Response to comment / question by Matt Skaggs at Climate Audit. http://climateaudit.org/2011/12/01/hide-the-decline-plus/#comment-314618

Matt, I belive that the simple difference time series (figure #4) between observations and Briffa01 is much more revealing than the regression residuals of the same series in figure #3. Hard to read more into residuals other than to show that the fit is not good and the series are not cointegrated. After the post I looked at the the pre 1900 segment of this series and showed that it is also characterized by an deterministic linear trend and stationary white noise (but opposite sign). See the Briffa01 detrended plot alongside the observations (link in comment #101) to see the fit. If you have not already, I would suggest reading the methods section of Briffa01 regarding the “age band decomposition” method of standardizing. I think that Briffa is right that the method is susceptible to bias in that it could affect the quality of the age adjustment. Whether it accounts for a relationship whereby temperatures differ from a reconstruction by two linear trends with a sharp knuckle at 1900 is a different story.

Reposting a couple climategate E-mails from CA:

from 0493, anonymous paper reviewer:

“It is well known that individual standardisation of tree-ring series does not allow reconstructions for frequency bands greater than the mean segment length of the single series. Additionally this standardization produces even end effects that might be at least partly responsible for the a divergence problem in recent years.”

and:

Briffa 4450:

“The divergence is only apparent (at the NH average scale) in the smoothed i.e. lower-frequency domain. You need to smooth the tree-ring records and the temperature to see it. However, the divergence is largely an artifact of using curve fitting (i.e. based on least-squares fitted regression lines or functions ) to estimate the unwanted (biological) growth trend in the tree-ring data. These fits are influenced by climate warming signals in the recent data, and this signal is inadvertently removed in the standardising process. When non-curve fitting methods are used (such as RCS) this problem is largely removed.”

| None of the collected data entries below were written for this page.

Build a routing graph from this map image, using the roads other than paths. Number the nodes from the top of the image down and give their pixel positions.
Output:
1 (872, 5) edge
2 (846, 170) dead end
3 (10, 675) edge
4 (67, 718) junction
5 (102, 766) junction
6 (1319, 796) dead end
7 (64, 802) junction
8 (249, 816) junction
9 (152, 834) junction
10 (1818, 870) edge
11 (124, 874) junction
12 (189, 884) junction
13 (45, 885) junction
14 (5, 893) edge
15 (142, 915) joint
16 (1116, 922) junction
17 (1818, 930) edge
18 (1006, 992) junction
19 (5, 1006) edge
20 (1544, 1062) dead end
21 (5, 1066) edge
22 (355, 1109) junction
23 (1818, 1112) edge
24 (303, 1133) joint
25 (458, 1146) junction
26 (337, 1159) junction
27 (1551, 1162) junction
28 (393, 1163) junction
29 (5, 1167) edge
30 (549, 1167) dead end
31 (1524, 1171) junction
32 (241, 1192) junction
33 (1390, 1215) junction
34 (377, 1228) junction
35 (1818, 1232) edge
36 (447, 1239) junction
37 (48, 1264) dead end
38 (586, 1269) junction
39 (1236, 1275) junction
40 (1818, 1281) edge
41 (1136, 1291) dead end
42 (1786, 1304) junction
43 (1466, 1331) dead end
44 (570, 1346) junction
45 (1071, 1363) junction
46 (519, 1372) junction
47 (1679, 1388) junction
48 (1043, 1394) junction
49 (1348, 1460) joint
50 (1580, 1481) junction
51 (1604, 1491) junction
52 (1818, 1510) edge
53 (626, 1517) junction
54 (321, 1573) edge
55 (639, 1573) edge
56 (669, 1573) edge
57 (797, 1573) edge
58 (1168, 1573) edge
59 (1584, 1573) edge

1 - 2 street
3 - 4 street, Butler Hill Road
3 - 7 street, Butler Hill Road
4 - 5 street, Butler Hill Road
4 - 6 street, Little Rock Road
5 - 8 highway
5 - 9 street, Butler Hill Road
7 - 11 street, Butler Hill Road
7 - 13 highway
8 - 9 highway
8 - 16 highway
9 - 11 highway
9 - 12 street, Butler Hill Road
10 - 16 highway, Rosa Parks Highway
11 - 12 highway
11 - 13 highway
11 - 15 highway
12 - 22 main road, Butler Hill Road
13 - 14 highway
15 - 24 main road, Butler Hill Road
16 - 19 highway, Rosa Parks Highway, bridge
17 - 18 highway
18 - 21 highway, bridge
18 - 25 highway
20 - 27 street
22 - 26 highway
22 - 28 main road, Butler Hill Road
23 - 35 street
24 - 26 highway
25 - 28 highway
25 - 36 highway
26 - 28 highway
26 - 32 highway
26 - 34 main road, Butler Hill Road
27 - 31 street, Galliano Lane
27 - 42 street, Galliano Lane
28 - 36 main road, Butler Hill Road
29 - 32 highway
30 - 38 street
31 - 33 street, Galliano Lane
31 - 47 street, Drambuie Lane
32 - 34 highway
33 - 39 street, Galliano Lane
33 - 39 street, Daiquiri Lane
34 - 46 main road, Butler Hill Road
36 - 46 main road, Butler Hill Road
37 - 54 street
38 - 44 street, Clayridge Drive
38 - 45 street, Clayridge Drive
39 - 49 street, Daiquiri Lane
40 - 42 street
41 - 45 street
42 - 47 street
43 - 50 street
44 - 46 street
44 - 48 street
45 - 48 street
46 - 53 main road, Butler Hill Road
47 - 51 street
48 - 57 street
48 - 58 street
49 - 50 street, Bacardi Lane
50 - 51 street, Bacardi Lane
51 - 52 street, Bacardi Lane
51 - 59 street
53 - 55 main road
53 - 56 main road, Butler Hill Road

The first quote implies that the problem is somehow related to the lower curve in Figure 2 of Briffa 01. The second quote seems to imply that older trees are being interpreted as younger trees by the ABD algorithm (and so the ABD correction is swamping the temperature signal), but that just makes no sense if longer series are underrepresented.

LL, I have the Schweingruber MXD series from Mann (08). There are 105 individual series that are cut-off at 1960 due the divergence problem. In the final series used in the Mann (08) reconstruction the 1960 forward portion was replaced with some not explained data. SteveM at CA and others have attempted to find the portions cut-off without success to my recollections. I was pondering whether the reconstructions used in Briffa (01) and that I have analyzed in a previous post on this thread used at least some of these Schweingruber proxies – and reported the post 1960 data. The dates correspond well and the series are, I believe, both MXD and not TRW.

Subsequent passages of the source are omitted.